One minor bit about the ending did annoy me slightly. Miskin is suddenly saddled with a small romantic entanglement that comes out of nowhere during the epilogue (not even the main story). It's quickly and easily dealt with, as even the character himself realizes that nothing can ever come of it. Is James serializing her novels now, and this will lead somewhere? I truly doubt it, which makes it even more annoying that it rears up out of nowhere. It was unnecessary, especially given her already complicated romantic life.
The Lighthouse is a good mystery, don't get me wrong. Fans of mysteries with interesting characters will love it. However, it's not the best P.D. James out there, and it pales in comparison to some of her better ones (Shroud for a Nightingale is by far her best). James fans will probably enjoy it, but be left a little wanting.
on 19 May 2006
On first reading this book I found the preface a bit tedious having already read "The Murder Room," James unlike many authors of the genre manages to highlight how close each character is to the murder, and Combe Island intensifies through the secluded setting. The imagery that she uses enables this book to be simultaneously a great and gripping novel as well as rather theraputic with the description of the sea and the idyllic surroundings. As usual we see Dalgleish and Kate, and has now developed a cogent intergration of these characters and how situations in the book reflect their lifes back home, the author again trying to emphasis the secludeness, this is the main device in this book and makes the reader feel weary and apprehensive about the next chain of events .
Conclusively, The Lighthouse is a fast paced novel, James never fails to provoke an adreneline rush. which is why I feel this book deserves five stars. Perfect holiday read however this is not light hearted and may evoke you to feel the cold of the cornish sea air.
on 23 January 2014
This is the first P.D. James novel that I have read, and as an occasional visitor to Lundy Island (on which Combe is clearly based) I was very much looking forward to it. However, the story never really held my interest and finishing it was quite hard work.

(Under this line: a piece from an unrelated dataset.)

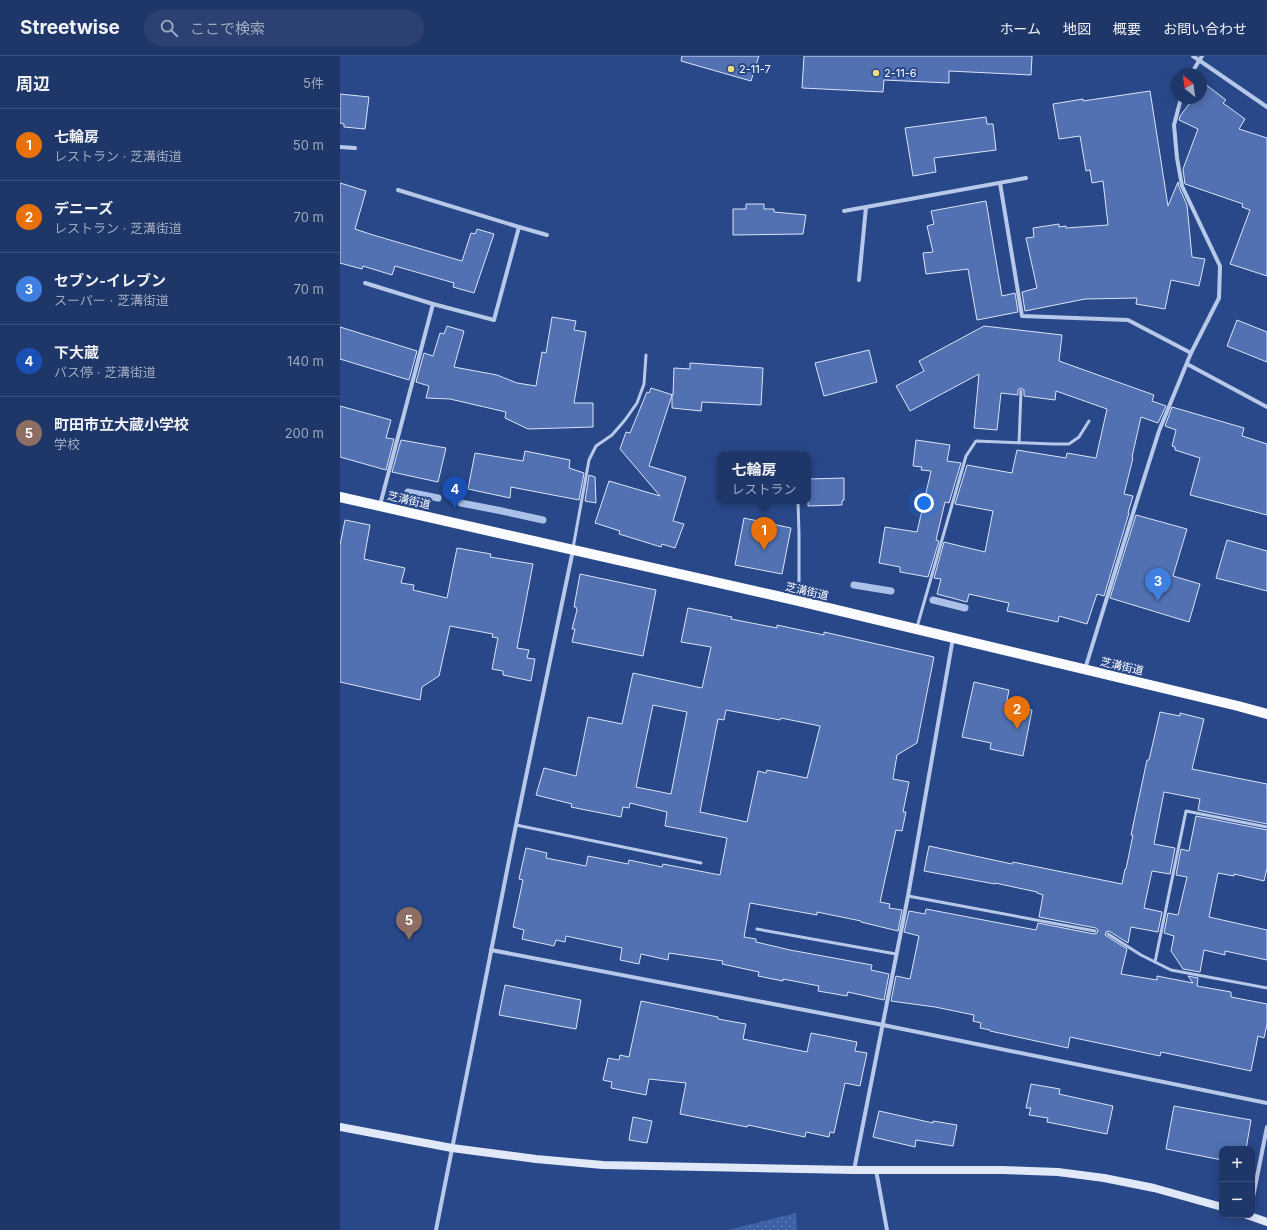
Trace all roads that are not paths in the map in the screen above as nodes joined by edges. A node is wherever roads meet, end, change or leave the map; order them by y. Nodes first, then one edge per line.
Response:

The first thing that started to grate on me was the tedious level of description of the various accommodations on Combe Island. Every time one of the police officers went into a room we were treated to a lengthy description of the view from the windows, where the tables and chairs were, where the drinks cabinet was, the type of pictures on the walls, the light fittings, and so on. It was just boring. We even got to hear about Adam Dalgleish's reaction to discovering the contents of his fridge, whereas of course most blokes would have been happy to discover a Cornish pasty and a bottle of beer (OK, I jest a little but you get the point).
The dialogue can best be described as functional, but there were some passages where I just thought to myself "people don't talk like that". The author also didn't succeed in making me relate to any of the characters, and there was no real sense of a "character arc" for any of the main figures, except perhaps Benton.
Finally, the revelation of whodunnit was rather unsatisfactory. There was never any sense that the police were getting closer to a solution; the answer just suddenly pops into someone's head and from thereon in it is just a matter of trying to chase down the killer.
I know P.D. James has a big reputation and maybe I'll give another one of her books a go, but this one just didn't work for me on any level.